→ WORK INSTRUCTIONS
All the data below should be printed again without a single difference.

→ PROVIDED ENTRIES
▬▬▬▬▬▬▬▬▬▬
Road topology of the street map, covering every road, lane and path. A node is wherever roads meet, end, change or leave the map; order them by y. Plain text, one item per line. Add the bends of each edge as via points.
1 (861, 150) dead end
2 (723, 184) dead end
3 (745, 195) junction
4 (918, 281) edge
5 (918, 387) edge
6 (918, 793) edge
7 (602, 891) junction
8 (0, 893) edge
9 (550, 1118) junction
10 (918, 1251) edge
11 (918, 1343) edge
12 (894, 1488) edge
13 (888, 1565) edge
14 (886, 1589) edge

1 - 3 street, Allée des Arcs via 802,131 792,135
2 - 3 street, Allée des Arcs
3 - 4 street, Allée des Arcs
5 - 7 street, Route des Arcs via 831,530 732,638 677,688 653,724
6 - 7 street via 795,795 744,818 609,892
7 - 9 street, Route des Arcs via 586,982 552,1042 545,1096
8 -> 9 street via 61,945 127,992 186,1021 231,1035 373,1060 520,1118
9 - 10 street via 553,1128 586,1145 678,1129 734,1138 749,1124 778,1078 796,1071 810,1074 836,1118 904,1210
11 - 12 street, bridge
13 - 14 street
▬▬▬▬▬▬▬▬▬▬
→ WRITTEN SOLUTION
Road topology of the street map, covering every road, lane and path. A node is wherever roads meet, end, change or leave the map; order them by y. Plain text, one item per line. Add the bends of each edge as via points.
1 (861, 150) dead end
2 (723, 184) dead end
3 (745, 195) junction
4 (918, 281) edge
5 (918, 387) edge
6 (918, 793) edge
7 (602, 891) junction
8 (0, 893) edge
9 (550, 1118) junction
10 (918, 1251) edge
11 (918, 1343) edge
12 (894, 1488) edge
13 (888, 1565) edge
14 (886, 1589) edge

1 - 3 street, Allée des Arcs via 802,131 792,135
2 - 3 street, Allée des Arcs
3 - 4 street, Allée des Arcs
5 - 7 street, Route des Arcs via 831,530 732,638 677,688 653,724
6 - 7 street via 795,795 744,818 609,892
7 - 9 street, Route des Arcs via 586,982 552,1042 545,1096
8 -> 9 street via 61,945 127,992 186,1021 231,1035 373,1060 520,1118
9 - 10 street via 553,1128 586,1145 678,1129 734,1138 749,1124 778,1078 796,1071 810,1074 836,1118 904,1210
11 - 12 street, bridge
13 - 14 street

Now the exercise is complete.